Previously, someone built a parts sorting machine with LEGO, eliminating the hassle of categorizing LEGO pieces. This time, another LEGO enthusiast, Yuksel Temiz, a researcher at IBM in Zurich, has DIYed a high-precision electric microscope using LEGO, Arduino (an open-source electronics platform), and Raspberry Pi to photograph microfluidic chips from various angles!
This is a perfect blend of work and hobby, truly impressive. Netizens commented: “Even after watching, I wouldn’t know how to do it, and if I tried, it would end up a mess.”
Yuksel’s choice to DIY the microscope was not a spur-of-the-moment decision.
On one hand, IBM Zurich has a tradition of developing microscopes. In 1981, Gerd Binnig and Heinrich Rohrer invented the scanning tunneling microscope here.
As a DIY enthusiast, Yuksel naturally wanted to follow in the footsteps of his research institute, aiming to create a modular electric microscope valued at $300.
Moreover, Yuksel indeed needed a custom microscope for his research, as capturing images of microfluidic chips is incredibly challenging!
One Person’s Creation Saves the Whole Team: This Microscope Works Better Than Store-Bought!
Because chips are generally large, standard microscopes cannot capture the entire image. However, Yuksel’s research team requires a standard microscope to discern fine features that ordinary cameras cannot resolve.

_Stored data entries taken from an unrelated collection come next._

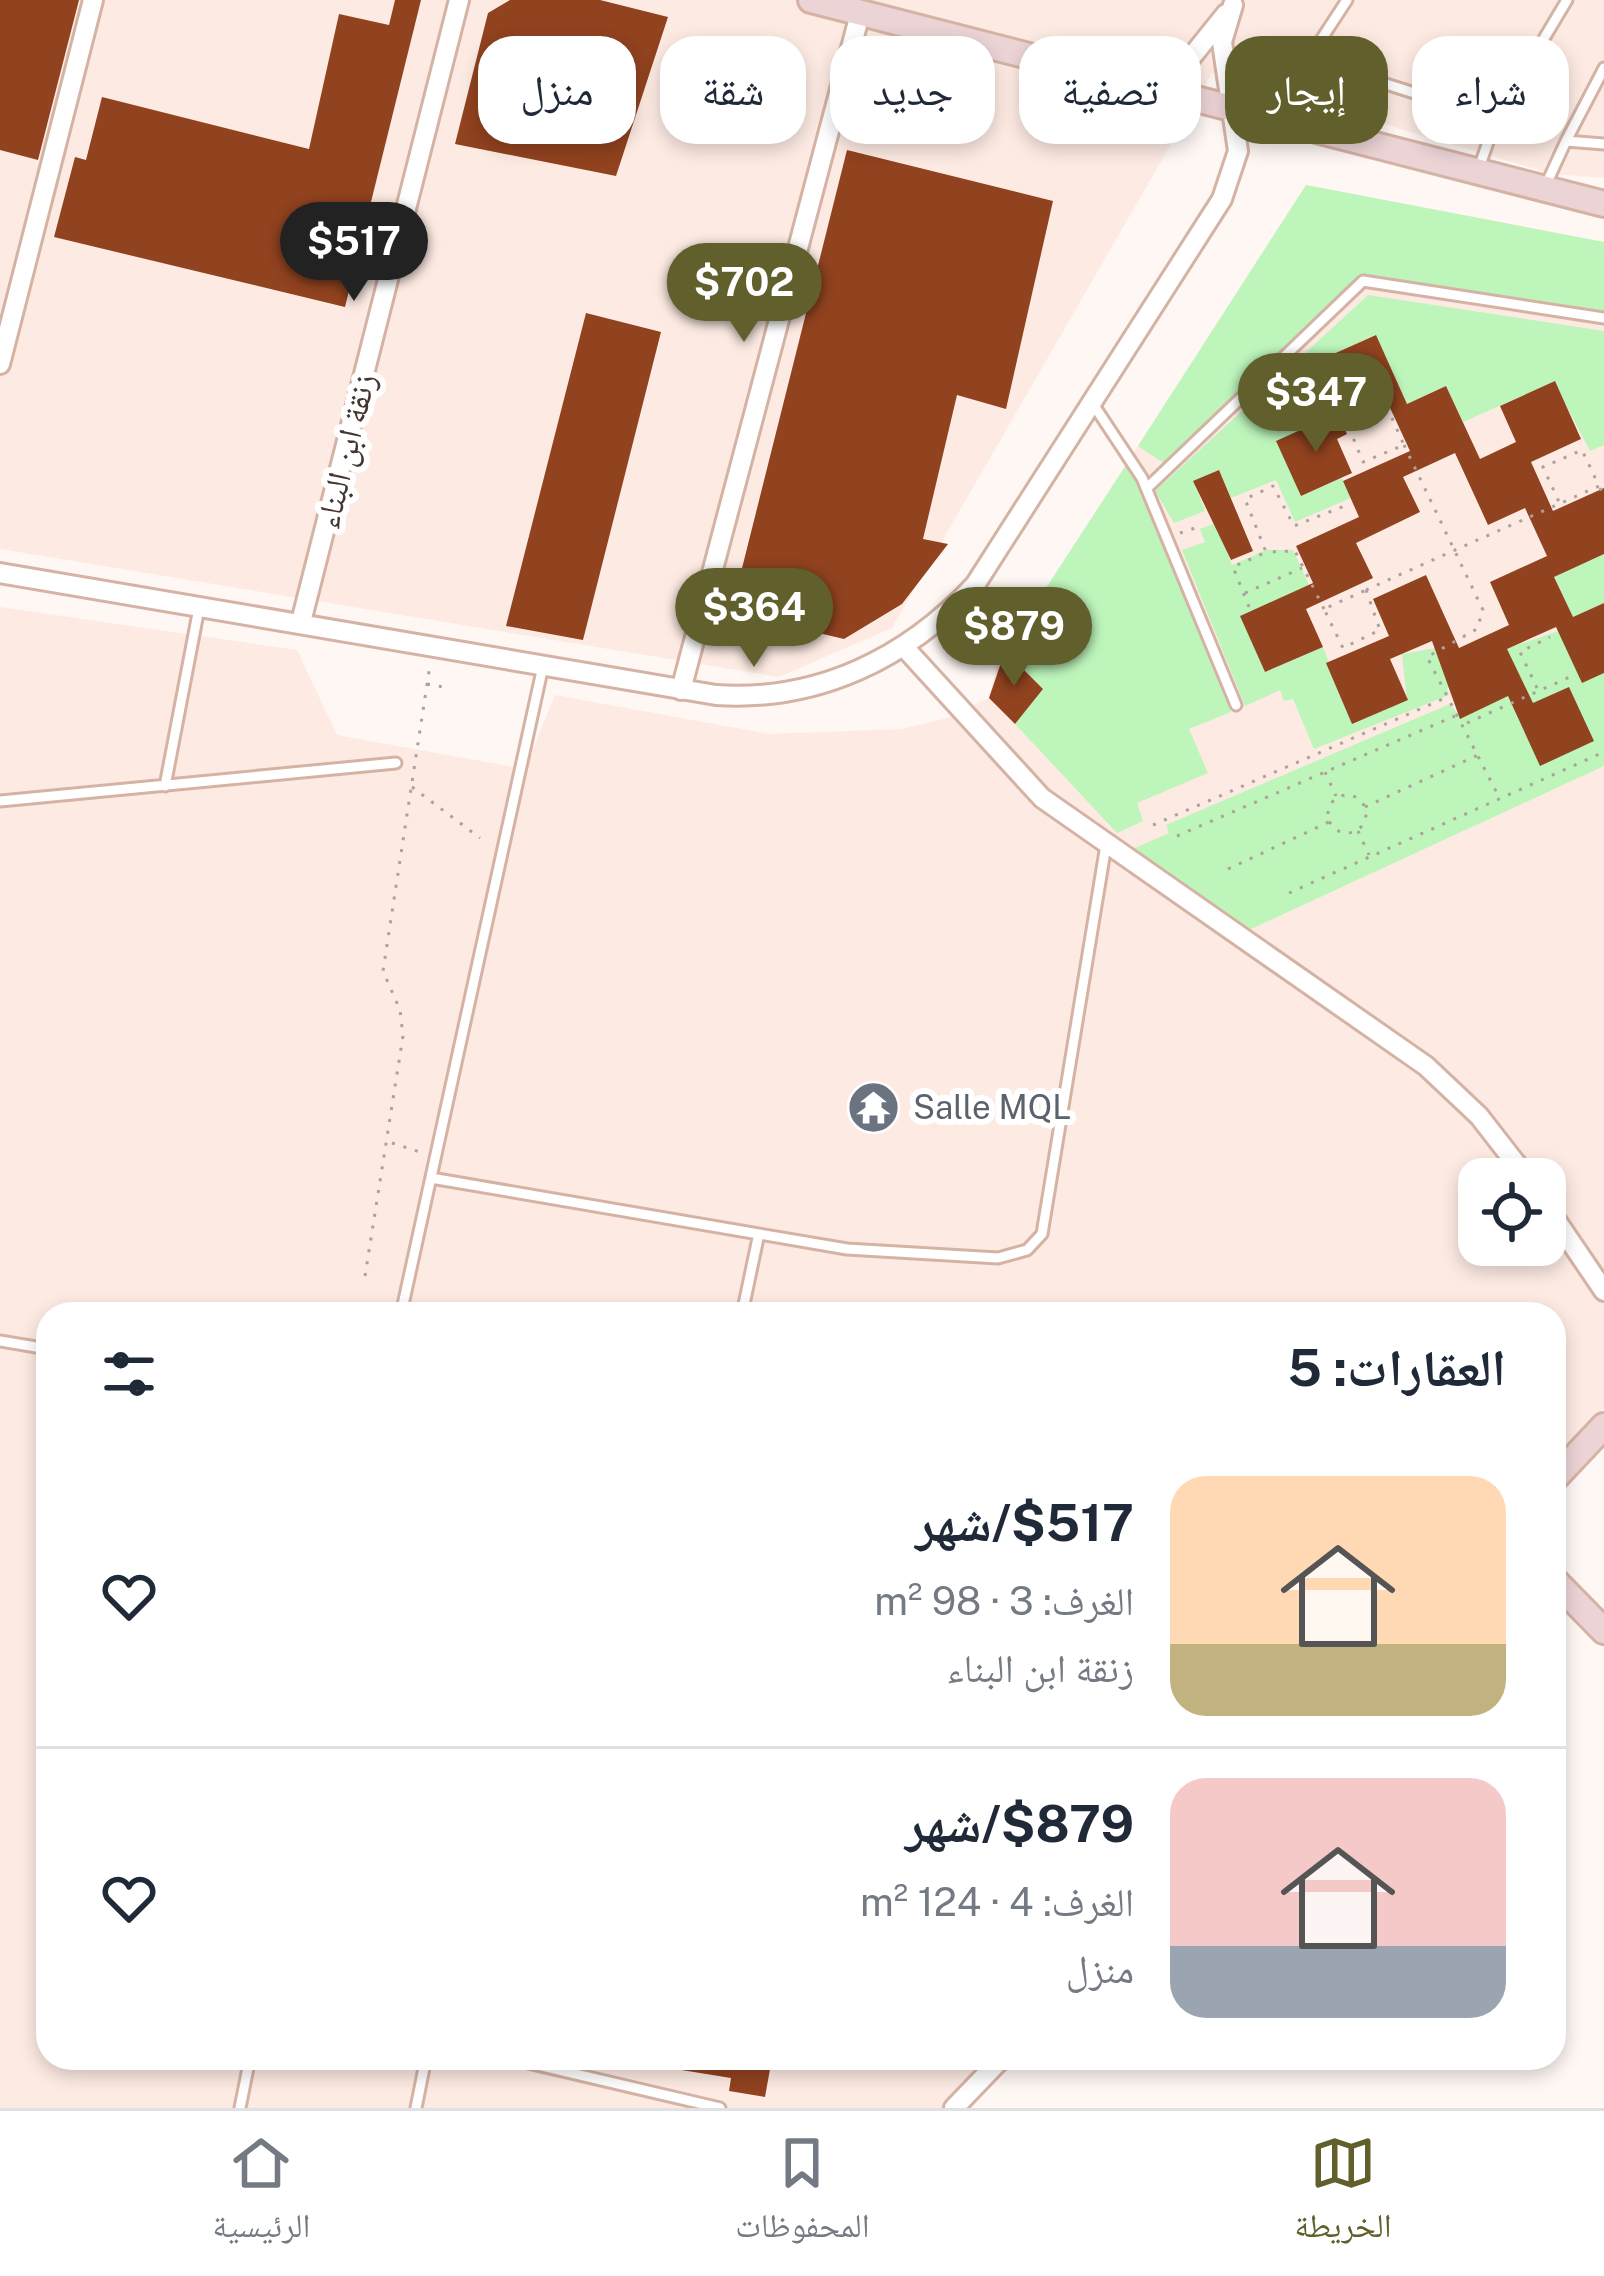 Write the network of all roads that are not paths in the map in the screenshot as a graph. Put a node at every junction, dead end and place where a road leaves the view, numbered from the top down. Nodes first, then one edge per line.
1 (93, 0) edge
2 (459, 0) edge
3 (811, 0) edge
4 (1347, 0) edge
5 (1567, 0) edge
6 (1234, 2) edge
7 (860, 14) junction
8 (1324, 36) edge
9 (1546, 36) edge
10 (1201, 44) edge
11 (1019, 54) edge
12 (1225, 62) edge
13 (1604, 68) edge
14 (1569, 137) edge
15 (1569, 141) edge
16 (1237, 144) edge
17 (1363, 144) edge
18 (1487, 144) edge
19 (1566, 144) edge
20 (1604, 144) edge
21 (1477, 173) junction
22 (1543, 190) junction
23 (1604, 204) edge
24 (1604, 318) edge
25 (0, 364) edge
26 (1093, 404) junction
27 (1147, 488) junction
28 (0, 573) edge
29 (200, 607) junction
30 (301, 622) junction
31 (904, 647) junction
32 (543, 666) junction
33 (681, 689) junction
34 (1236, 705) dead end
35 (396, 763) dead end
36 (165, 785) junction
37 (0, 801) edge
38 (1106, 845) junction
39 (1512, 1158) edge
40 (431, 1178) junction
41 (1566, 1235) edge
42 (758, 1238) junction
43 (1604, 1291) edge
44 (404, 1302) edge
45 (745, 1302) edge
46 (0, 1341) edge
47 (36, 1347) edge
48 (1604, 1426) edge
49 (1566, 1466) edge
50 (1566, 1592) edge
51 (1604, 1630) edge
52 (248, 2070) edge
53 (423, 2070) edge
54 (558, 2070) edge
55 (990, 2070) edge
56 (240, 2108) edge
57 (416, 2108) edge
58 (720, 2108) edge
59 (954, 2108) edge

1 - 25 street
2 - 30 street, زنقة ابن البناء
3 - 7 street
4 - 8 lane
5 - 9 lane
6 - 10 street
6 - 12 street
7 - 11 street
7 - 33 street
13 - 14 lane
15 - 20 lane
16 - 26 street
17 - 21 street
18 - 21 lane
19 - 22 lane
21 - 22 street
22 - 23 street
24 - 27 lane
26 - 27 lane
26 - 31 street
27 - 34 lane
28 - 29 street
29 - 30 street
29 - 36 lane
30 - 32 street
31 - 33 street
31 - 38 street
32 - 33 street
32 - 40 lane
35 - 36 lane
36 - 37 lane
38 - 39 street
38 - 42 lane
40 - 42 lane
40 - 44 lane
41 - 43 street
42 - 45 lane
46 - 47 lane
48 - 49 street
50 - 51 street
52 - 56 lane
53 - 57 lane
54 - 58 lane
55 - 59 street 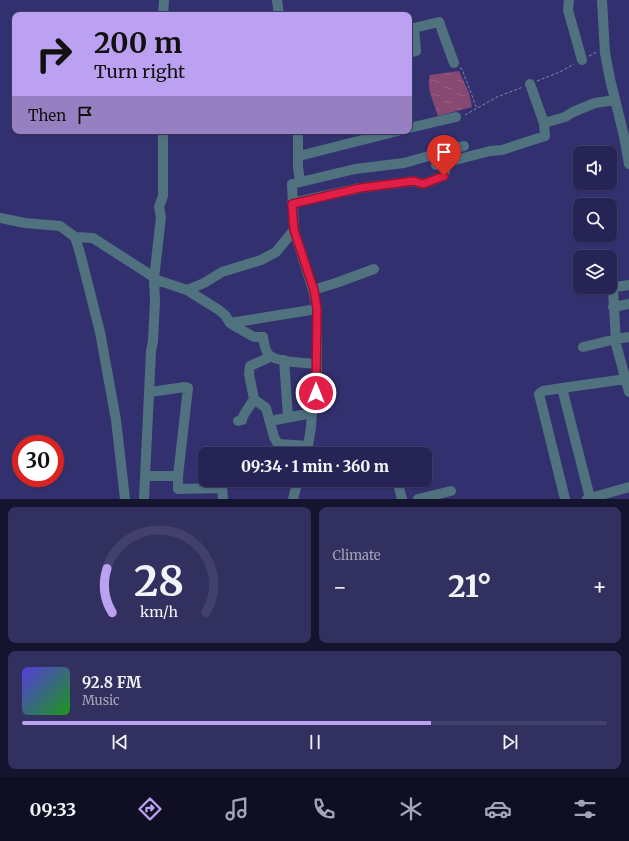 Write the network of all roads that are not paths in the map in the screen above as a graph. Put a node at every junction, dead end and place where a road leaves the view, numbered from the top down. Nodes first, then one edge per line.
1 (164, 0) edge
2 (277, 0) edge
3 (569, 0) edge
4 (602, 0) edge
5 (163, 12) edge
6 (279, 12) edge
7 (412, 52) edge
8 (582, 60) dead end
9 (454, 63) road end
10 (530, 84) dead end
11 (615, 100) junction
12 (456, 117) dead end
13 (544, 124) junction
14 (412, 127) edge
15 (163, 134) edge
16 (298, 134) edge
17 (386, 134) edge
18 (464, 146) dead end
19 (299, 156) junction
20 (447, 162) junction
21 (629, 164) edge
22 (436, 165) dead end
23 (300, 182) junction
24 (292, 204) junction
25 (0, 218) edge
26 (294, 230) junction
27 (75, 237) junction
28 (374, 269) dead end
29 (154, 279) junction
30 (629, 285) edge
31 (187, 290) junction
32 (314, 290) junction
33 (629, 304) edge
34 (613, 307) junction
35 (317, 309) junction
36 (230, 323) junction
37 (629, 337) edge
38 (616, 339) junction
39 (582, 347) dead end
40 (270, 357) junction
41 (284, 360) junction
42 (317, 364) junction
43 (626, 379) junction
44 (562, 388) junction
45 (150, 392) junction
46 (629, 392) edge
47 (254, 399) junction
48 (312, 413) junction
49 (288, 417) junction
50 (238, 421) dead end
51 (270, 421) junction
52 (292, 447) edge
53 (307, 447) edge
54 (145, 476) junction
55 (178, 476) junction
56 (296, 487) edge
57 (399, 487) edge
58 (629, 487) edge
59 (451, 490) dead end
60 (125, 499) edge
61 (144, 499) edge
62 (223, 499) edge
63 (293, 499) edge
64 (402, 499) edge
65 (418, 499) edge
66 (565, 499) edge
67 (589, 499) edge

1 - 5 street
2 - 6 street
3 - 8 street
4 - 11 street
7 - 9 street
10 - 13 street
11 - 13 street
11 - 21 street
12 - 14 street
13 - 20 street
15 - 29 street
16 - 19 street
17 - 19 street
18 - 23 street
19 - 23 street
20 - 22 street
20 - 24 street
23 - 24 street
24 - 26 street
25 - 27 street
26 - 31 street
26 - 32 street
27 - 29 street
27 - 60 street
28 - 32 street
29 - 31 street
29 - 45 street
30 - 34 street
31 - 36 street
32 - 35 street
33 - 34 street
34 - 38 street
35 - 36 street
35 - 42 street
36 - 40 street
37 - 38 street
38 - 39 street
38 - 43 street
40 - 41 street
40 - 47 street
41 - 42 street
41 - 49 street
42 - 48 street
43 - 44 street
43 - 46 street
44 - 66 street
44 - 67 street
45 - 54 street
45 - 55 street
47 - 50 street
47 - 51 street
48 - 49 street
48 - 53 street
49 - 51 street
51 - 52 street
54 - 55 street
54 - 61 street
55 - 62 street
56 - 63 street
57 - 64 street
58 - 67 street
59 - 65 street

Yuksel also researched papers from other research groups, and it was clear that everyone faced this challenge: the need for a more refined instrument capable of multi-angle photography of chips.
With this goal in mind, Yuksel took some of his spare time to redesign a multifunctional laboratory instrument that could capture macro photos from nearly any angle.
Illustration: James Provost
The design of the imaging microscope utilized a lot of technology and materials, including LEGO for the main structural components and 3D-printed gears and frames to drive its moving parts. The stepper motors, which achieve precise movement, are driven by a motor driver board and controlled by an Arduino board. The Raspberry Pi Zero and Pi camera module are used for image capture.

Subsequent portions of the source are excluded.